### Work required
Each line holding the string "down" is to be copied from the data.

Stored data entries
========

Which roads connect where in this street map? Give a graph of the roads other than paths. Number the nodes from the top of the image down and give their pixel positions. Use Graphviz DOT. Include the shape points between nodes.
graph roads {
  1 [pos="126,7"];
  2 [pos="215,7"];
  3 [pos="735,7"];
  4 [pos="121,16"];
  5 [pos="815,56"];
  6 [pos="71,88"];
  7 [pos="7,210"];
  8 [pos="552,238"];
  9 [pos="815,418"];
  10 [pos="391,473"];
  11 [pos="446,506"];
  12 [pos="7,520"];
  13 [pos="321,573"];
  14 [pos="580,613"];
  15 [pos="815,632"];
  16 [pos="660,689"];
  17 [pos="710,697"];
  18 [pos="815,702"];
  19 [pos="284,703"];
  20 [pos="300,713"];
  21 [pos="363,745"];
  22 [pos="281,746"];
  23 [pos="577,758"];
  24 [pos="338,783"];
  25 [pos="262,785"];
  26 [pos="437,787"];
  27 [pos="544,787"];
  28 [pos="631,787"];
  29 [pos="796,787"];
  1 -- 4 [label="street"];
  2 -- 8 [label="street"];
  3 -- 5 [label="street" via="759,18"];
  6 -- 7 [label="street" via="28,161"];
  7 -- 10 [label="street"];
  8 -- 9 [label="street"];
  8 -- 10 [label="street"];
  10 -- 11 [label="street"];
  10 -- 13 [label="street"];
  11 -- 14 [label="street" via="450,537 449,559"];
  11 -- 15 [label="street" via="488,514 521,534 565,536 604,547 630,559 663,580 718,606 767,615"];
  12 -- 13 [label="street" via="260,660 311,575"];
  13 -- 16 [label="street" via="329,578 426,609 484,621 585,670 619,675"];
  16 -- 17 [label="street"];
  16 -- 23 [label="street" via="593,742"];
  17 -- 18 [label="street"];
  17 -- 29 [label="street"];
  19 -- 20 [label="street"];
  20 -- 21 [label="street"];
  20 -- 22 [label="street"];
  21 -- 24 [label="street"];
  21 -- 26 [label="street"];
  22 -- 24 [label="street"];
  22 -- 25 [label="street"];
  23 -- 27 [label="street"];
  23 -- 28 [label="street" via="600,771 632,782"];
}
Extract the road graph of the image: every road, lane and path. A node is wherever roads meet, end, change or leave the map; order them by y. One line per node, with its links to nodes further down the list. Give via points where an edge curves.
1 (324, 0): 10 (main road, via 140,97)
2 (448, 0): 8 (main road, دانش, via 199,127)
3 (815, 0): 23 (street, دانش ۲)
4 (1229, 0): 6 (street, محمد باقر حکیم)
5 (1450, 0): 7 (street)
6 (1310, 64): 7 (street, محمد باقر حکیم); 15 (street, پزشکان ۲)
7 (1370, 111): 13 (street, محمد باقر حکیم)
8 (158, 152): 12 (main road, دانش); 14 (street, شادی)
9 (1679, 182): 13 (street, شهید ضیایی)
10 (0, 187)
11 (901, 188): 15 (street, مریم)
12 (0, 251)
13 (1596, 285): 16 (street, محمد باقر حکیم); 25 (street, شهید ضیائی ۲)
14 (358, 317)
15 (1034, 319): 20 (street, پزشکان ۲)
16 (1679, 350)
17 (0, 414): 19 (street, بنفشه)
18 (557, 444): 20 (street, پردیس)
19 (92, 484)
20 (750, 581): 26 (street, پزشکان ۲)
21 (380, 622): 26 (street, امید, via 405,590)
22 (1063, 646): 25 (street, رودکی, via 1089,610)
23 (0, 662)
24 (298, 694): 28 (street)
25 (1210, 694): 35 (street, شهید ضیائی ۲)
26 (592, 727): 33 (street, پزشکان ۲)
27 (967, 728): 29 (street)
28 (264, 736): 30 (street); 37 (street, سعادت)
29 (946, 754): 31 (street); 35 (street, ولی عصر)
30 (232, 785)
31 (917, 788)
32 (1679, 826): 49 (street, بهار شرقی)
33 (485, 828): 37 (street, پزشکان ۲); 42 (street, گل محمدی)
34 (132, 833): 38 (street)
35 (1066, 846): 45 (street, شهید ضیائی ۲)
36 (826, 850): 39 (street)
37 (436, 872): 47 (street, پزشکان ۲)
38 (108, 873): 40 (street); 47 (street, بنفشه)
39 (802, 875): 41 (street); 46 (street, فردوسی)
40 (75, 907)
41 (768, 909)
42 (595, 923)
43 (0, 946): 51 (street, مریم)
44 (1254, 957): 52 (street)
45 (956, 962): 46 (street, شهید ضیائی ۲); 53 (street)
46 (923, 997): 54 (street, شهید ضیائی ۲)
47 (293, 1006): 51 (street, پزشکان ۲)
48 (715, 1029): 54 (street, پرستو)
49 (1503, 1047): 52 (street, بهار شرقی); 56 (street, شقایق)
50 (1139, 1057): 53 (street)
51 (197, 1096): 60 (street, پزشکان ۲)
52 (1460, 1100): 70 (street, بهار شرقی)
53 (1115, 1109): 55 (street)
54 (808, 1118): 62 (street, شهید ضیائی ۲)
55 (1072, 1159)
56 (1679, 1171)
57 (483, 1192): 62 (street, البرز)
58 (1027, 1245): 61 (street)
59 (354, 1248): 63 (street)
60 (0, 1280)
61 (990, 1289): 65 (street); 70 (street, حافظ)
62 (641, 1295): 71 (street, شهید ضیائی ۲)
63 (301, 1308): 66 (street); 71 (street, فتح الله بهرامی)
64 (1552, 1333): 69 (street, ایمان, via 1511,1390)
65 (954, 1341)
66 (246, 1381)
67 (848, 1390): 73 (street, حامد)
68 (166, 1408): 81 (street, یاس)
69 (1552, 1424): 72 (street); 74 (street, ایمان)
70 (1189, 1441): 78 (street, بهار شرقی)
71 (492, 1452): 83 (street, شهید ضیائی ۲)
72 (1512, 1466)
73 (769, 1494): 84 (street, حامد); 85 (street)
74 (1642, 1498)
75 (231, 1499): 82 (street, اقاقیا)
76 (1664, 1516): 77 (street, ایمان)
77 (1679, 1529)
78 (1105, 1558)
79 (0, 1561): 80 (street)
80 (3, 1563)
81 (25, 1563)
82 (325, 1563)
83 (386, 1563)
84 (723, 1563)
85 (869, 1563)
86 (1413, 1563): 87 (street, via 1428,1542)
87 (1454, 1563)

========

### Response for this exercise
Which roads connect where in this street map? Give a graph of the roads other than paths. Number the nodes from the top of the image down and give their pixel positions. Use Graphviz DOT. Include the shape points between nodes.
Extract the road graph of the image: every road, lane and path. A node is wherever roads meet, end, change or leave the map; order them by y. One line per node, with its links to nodes further down the list. Give via points where an edge curves.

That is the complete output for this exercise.